Background: Epirubicin is a widely used anthracycline drug. It undergoes rapid reduction to epirubicinol, extensive hepatic conjugation of epirubicin and epirubicinol with glucuronid acid by UDP-glucuronosyltransferase 2B7 (UGT2B7), and subsequent elimination mainly through biliary excretion, mediated by the membrane-located drug efflux transporters ABCB1 (MDR1, P-glycoprotein), ABCC2 (MRP2) and possibly ABCG2 (BCRP). Dose individualization based on PK parameters, clinical and genetic covariates appears to be an obvious means of optimizing treatment, but data on such correlations are very limited. The aim of this study was to quantitatively assess the influence of anthropometric, biochemical parameters, and epirubicin metabolic pathway-associated gene polymorphisms on drug PKs in solid tumor patients.

Materials and Methods: 33 patients with advanced gastroesophageal cancer were included in the study. They received 3-weekly epirubicin 50 mg/m² i.v., cisplatin 60 mg/m² i.v., and capecitabine 1250 mg/m² bid over 2 weeks (ECC-schedule). Extensive plasma sampling over 24 hours after the begin of drug treatment was performed for epirubicin (13 concentration-time data points per patient). Concentrations of epirubicin and epirubicinol were quantitatively assessed by a validated HPLC method, and subjected to population analysis using nonlinear mixed-effect modeling (NONMEM). DNA was isolated from peripheral blood and submitted to sequencing of UGT2B7 (5UTR, exons 1,2,4), MDR1 (exons 12,21,26), ABCC2 (5UTR, exons 10, 29, 31) and ABCG2 (exons 2, 5, 15). An extensive covariate model was build with anthropometric, biochemical and genetic data. Statistical discrimination between hierarchical models was based on the log-likelihood ratio test, using the minimal function of the objective value (MFOV) and an inclusion criterium of p ≤ 0.01, which corresponds to a decrease in the MFOV of 6.6 (degrees of freedom (DF) = 1) or 9.2 (DF = 2) .

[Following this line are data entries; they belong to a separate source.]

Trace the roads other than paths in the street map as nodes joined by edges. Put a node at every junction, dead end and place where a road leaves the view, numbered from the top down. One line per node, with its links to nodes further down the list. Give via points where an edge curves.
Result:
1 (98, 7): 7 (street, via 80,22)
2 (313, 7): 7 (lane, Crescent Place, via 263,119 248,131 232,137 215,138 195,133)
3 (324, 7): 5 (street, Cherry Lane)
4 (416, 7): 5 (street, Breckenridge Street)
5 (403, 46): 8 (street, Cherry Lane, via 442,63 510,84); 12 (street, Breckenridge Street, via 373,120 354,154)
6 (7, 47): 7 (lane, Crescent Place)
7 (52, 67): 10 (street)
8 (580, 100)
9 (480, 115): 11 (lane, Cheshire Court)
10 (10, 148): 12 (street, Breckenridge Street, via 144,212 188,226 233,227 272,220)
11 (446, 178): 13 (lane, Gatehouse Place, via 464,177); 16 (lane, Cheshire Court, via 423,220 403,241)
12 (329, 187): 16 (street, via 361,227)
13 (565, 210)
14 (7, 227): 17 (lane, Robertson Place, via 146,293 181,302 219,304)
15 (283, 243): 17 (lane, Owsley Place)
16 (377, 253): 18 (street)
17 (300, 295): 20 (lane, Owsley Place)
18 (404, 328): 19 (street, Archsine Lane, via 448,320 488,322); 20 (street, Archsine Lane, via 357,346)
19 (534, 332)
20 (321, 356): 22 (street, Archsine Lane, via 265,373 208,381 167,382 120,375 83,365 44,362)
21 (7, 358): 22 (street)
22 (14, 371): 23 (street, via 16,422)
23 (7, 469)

Results: A four-compartment model with linear elimination and distribution was optimal to simultaneously describe concentration-time data of epirubicin and epirubicinol. Body-surface area (BSA) was significantly correlated with epirubicin clearance (CL_EPI) and intercompartmental clearance between epirubicin central and peripheral compartments (Q_1/2). A novel UGT2B7 polymorphism within the promoter region (-66T>C) was found at an allele frequency of 9.1% (4 patients heterozygous, one patient homozygous). This mutation was significantly and negatively correlated with epirubicinol clearance (CL_EOL), and population modelling suggested a 38% and 58% lower CL_EOL in patients being heterozygous or homozygous for -66T>C, respectively (p=0.009). The homozygous nonsynonymous polymorphism G2677T in the MDR1 gene (MDR1*7) was significantly associated with a decreased  CL_EOL (-42%, p=0.01), but this correlation did not resist multivariate testing. No other relationships between anthropometric, biochemical parameters, gene polymorphisms and PK parameters reached statistical significance. No association was found between genetic markers and drug toxicity. Two patients developed reversible cardiac failure CTC3 after 2 cycles of ECC and discontinued epirubicin. They both had no UGT2B7 -66T>C mutations.

Conclusions: The described model was successful in assessing gene-dose effects on epirubicin PKPDs. In vitro functionality of UGT2B7 -66T>C should be tested. This is the first study suggesting dependency of epirubicin PKs on UGT2B7 genetic variability, and potential clinical significance should be studied in a more extended patient cohorts.